**EXERCISE REQUIREMENTS:**
Set down, character for character, everything in the records below from the line holding "index mcp: (963, 905)" down to the line holding "index tip: (1068, 851)", and no other line.

**EXTRACTED ENTRIES:**

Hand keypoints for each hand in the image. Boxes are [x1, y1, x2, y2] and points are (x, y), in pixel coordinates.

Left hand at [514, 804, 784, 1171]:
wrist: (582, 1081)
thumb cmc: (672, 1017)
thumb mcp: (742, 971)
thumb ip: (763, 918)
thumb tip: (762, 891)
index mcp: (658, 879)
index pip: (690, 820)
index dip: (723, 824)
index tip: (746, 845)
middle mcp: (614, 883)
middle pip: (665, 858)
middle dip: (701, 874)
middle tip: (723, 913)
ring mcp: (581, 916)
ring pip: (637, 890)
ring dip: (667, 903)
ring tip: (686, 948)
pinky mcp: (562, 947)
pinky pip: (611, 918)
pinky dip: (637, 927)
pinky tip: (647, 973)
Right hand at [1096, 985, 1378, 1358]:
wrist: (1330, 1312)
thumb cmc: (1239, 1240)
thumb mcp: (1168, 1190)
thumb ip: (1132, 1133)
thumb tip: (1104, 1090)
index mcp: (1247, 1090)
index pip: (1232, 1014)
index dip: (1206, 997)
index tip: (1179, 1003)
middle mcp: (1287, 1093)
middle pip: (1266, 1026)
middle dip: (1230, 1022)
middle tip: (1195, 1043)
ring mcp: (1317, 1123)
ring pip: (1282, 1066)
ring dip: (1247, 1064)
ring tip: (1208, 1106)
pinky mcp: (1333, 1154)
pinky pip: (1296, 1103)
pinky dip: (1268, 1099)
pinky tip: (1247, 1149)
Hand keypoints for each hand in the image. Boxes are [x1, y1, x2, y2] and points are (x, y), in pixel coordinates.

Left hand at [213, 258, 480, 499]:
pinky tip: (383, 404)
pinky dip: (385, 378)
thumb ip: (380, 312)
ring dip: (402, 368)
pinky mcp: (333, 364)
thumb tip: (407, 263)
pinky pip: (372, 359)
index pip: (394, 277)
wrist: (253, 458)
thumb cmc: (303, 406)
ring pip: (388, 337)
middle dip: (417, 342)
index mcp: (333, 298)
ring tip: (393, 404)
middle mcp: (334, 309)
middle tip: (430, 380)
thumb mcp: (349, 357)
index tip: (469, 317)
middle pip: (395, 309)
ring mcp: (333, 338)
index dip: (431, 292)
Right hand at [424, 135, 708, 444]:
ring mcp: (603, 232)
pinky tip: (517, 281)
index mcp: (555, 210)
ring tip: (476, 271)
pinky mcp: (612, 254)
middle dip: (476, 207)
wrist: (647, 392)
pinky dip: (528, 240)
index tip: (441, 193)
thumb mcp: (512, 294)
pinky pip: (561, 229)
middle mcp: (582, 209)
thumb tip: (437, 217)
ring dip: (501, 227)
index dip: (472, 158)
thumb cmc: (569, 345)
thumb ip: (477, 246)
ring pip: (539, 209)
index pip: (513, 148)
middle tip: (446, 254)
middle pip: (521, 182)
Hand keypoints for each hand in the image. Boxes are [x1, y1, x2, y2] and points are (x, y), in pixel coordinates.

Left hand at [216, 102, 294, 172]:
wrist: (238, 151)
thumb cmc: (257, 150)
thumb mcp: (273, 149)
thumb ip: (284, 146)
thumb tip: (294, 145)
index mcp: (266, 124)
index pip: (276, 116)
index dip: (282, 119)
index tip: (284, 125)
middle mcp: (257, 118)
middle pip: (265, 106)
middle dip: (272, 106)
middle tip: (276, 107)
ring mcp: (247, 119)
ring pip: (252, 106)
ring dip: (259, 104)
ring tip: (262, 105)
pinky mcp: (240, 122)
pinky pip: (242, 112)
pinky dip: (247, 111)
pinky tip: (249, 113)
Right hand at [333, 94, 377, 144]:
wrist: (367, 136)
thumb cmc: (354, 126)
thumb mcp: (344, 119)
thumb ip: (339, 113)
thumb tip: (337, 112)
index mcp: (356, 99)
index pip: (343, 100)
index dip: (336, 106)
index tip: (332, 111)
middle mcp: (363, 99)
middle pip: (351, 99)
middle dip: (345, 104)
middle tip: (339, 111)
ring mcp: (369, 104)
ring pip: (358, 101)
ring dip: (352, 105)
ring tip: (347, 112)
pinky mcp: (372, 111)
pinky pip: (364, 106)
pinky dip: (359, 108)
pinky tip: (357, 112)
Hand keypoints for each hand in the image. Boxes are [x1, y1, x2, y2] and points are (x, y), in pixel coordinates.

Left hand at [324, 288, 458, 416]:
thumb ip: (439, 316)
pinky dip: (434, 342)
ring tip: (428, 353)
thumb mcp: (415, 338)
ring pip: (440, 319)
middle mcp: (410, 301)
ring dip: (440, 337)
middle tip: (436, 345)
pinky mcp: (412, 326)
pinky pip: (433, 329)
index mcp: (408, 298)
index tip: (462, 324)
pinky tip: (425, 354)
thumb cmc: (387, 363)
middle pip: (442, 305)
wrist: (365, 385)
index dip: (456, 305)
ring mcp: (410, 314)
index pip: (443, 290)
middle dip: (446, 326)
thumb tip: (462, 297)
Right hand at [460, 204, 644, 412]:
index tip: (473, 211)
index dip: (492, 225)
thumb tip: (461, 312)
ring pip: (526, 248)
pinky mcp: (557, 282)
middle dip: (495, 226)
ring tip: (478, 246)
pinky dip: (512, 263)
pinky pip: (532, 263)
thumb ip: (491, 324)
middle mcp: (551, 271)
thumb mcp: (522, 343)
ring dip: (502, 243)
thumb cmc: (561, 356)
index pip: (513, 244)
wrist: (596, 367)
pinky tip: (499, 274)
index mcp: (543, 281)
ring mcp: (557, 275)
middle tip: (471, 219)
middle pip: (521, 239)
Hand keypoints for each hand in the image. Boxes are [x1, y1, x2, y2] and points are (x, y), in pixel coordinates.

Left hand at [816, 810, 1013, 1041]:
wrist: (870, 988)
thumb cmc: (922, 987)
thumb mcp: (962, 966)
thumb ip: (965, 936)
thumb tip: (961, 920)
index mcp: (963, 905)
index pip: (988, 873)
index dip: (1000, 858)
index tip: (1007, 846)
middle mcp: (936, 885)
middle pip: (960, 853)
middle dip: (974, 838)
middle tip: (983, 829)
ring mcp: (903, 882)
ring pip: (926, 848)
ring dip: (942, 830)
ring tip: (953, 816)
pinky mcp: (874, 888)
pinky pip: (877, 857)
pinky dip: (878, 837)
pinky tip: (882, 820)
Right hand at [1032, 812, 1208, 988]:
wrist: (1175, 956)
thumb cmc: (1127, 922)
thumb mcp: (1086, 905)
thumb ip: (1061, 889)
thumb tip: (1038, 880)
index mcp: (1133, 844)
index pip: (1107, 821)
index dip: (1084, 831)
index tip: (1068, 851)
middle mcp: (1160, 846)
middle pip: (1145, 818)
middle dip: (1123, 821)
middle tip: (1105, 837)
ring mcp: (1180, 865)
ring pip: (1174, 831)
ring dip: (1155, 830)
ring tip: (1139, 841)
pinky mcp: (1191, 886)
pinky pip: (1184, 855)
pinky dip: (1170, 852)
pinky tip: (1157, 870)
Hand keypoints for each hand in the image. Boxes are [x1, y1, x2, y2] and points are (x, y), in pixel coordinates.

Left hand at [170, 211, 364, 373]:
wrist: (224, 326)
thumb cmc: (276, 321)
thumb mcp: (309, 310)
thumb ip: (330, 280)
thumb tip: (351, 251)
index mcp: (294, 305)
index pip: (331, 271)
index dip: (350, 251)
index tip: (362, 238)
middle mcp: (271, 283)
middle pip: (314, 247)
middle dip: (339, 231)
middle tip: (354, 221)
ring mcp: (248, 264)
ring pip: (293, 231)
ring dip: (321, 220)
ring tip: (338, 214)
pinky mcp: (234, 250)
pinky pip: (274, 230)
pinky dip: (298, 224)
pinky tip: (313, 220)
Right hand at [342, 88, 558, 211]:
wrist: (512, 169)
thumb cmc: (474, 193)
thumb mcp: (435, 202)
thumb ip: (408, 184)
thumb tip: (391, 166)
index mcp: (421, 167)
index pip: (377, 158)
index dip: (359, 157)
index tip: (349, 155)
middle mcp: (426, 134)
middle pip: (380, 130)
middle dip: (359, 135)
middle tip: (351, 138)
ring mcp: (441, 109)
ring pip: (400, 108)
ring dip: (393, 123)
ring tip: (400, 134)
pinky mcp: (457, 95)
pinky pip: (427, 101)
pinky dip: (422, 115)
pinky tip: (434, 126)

**ANSWER BELOW:**
index mcp: (963, 905)
index pip: (988, 873)
index dip: (1000, 858)
index tip: (1007, 846)
middle mcp: (936, 885)
middle pip: (960, 853)
middle dip: (974, 838)
middle tip: (983, 829)
ring mcp: (903, 882)
ring pip: (926, 848)
ring dip: (942, 830)
ring tip: (953, 816)
pinky mcp: (874, 888)
pinky pip: (877, 857)
pinky dip: (878, 837)
pinky tip: (882, 820)
Right hand at [1032, 812, 1208, 988]:
wrist: (1175, 956)
thumb cmc: (1127, 922)
thumb mcp: (1086, 905)
thumb ip: (1061, 889)
thumb tip: (1038, 880)
index mcp: (1133, 844)
index pip: (1107, 821)
index dip: (1084, 831)
index tip: (1068, 851)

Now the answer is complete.